Der Basaltstein wurde 1958 für nur $ 1,40 vom Museum in Amman von Beduinen erworben. Er stammt aus einem Aushub zum Bau eines Wohnhauses, wobei offenbar eine alte Mauer im Mubayyeddin-Viertel in Kerak zerstört wurde, an der man den Stein fand. Da er durch einige Hände gegangen war, bevor die Antikenverwaltung ihn schließlich kaufen konnte, bleibt die genaue Herkunft wegen widersprüchlicher Aussagen der Verkäufer im Dunkeln (Timm 1989, 269-275).

Hellenistisch-römische Zeit. Im 2. Jh. v. Chr. geriet Kerak in den Herrschaftsbereich der Nabatäer. Dann wurde der Ort wahrscheinlich von den jüdisch-hellenistischen Hasmonäern (Alexander Jannäus) genutzt. In römischer Zeit war Kerak Distrikt-Hauptstadt.

Kir Moab 2

Byzantinische Zeit. Die Byzantiner erhoben Kerak zum Bischofssitz mit der „Kirche von Nazareth” und einem Kloster. Eusebs Onomastikon ignoriert die Stadt zwar, aber die älteste Landkarte Palästinas in der St. Georgskirche von Madaba zeigt einen fragmentarischen Teil der byzantinischen Stadtanlage und bestätigt die Bedeutung der Stadt in der zentralen Moabitis.

Das Mosaik wurde 1884 in Madaba gefunden, als von Kerak ausgewanderte Christen die Fundamentmauern einer kleinen Kathedrale aus der Zeit Kaiser Junstinians (527-565 n. Chr.) aushoben. Der Fußboden der Kirche war mit einer Palästina-Karte aus Moasaiksteinchen geschmückt. Sie zeigt auch Kerak, doch ist die Darstellung nur zum Teil erhalten (Abb. 2).
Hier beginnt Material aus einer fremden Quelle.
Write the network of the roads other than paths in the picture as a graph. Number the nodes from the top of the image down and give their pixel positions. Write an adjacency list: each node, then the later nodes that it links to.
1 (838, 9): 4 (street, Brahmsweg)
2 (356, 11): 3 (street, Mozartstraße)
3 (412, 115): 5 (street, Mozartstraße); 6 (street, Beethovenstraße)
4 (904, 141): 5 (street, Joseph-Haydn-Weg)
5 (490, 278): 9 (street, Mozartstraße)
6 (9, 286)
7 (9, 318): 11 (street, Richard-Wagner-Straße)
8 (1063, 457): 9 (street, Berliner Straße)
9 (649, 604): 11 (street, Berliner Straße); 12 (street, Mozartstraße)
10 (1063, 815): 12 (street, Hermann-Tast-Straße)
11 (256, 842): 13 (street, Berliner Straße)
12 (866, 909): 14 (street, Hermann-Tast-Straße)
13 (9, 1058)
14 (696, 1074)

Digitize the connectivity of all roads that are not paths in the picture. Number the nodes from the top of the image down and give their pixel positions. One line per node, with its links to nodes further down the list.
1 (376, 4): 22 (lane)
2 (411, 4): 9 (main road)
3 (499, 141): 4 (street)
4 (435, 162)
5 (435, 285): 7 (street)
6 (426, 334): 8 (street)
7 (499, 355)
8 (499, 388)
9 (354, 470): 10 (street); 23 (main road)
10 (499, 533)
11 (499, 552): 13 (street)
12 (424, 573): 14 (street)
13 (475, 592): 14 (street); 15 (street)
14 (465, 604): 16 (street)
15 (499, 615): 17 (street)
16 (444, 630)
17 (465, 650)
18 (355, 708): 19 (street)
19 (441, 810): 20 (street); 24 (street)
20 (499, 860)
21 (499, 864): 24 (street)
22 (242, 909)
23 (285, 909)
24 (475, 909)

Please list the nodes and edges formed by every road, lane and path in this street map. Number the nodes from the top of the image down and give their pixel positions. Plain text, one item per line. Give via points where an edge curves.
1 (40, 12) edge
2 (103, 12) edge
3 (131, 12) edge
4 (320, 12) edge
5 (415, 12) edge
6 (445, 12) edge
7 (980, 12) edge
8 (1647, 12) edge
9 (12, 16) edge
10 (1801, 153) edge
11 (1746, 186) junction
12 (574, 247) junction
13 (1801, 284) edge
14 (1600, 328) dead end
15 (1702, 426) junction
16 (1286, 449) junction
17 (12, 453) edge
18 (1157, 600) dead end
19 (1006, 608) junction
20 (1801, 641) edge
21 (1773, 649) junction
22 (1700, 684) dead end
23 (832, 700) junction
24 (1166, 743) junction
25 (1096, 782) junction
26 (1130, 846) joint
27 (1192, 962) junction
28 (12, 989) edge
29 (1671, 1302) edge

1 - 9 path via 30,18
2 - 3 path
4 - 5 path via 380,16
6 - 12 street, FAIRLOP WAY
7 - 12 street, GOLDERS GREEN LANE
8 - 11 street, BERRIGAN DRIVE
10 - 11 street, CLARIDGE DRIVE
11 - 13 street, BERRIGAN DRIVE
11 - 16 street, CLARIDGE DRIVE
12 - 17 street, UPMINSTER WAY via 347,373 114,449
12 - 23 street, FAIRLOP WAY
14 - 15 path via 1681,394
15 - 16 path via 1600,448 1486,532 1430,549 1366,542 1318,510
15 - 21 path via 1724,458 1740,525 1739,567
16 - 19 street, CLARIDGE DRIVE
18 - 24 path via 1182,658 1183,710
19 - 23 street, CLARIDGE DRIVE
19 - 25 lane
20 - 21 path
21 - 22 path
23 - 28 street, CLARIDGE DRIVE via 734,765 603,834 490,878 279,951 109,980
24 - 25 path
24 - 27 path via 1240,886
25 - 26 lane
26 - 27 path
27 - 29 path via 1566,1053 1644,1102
Über das byzantinische Kerak weiß man wenig (Avi-Yonah 1954, 42; Zayadine 1999, 229). Deshalb ist die Deutung der Mosaikabbildung nur mit Vorbehalten zu betrachten. Deutlich zu sehen ist die Lage des Ortes auf einem großen Berg und die Stadtumwallung mit einem Stadttor, das von zwei Türmen flankiert ist. Diese lagen auf der Südseite Keraks. Vermutlich hatte die Stadt zwei mit Kolumnen gesäumte Durchgangsstraßen, die an einer großen Kirche vorbeiführten. Vor dem Stadttor und vor der kleinen Kirche wird mit braunen, weißen und schwarzen Steinchen ein Marktplatz (?) angedeutet. Oberhalb der Abbildung ist noch das Fragment eines Dorfes oder eines großen Gebäudes zu sehen, das sich aber nicht näher identifizieren lässt (Donner 1992, 40).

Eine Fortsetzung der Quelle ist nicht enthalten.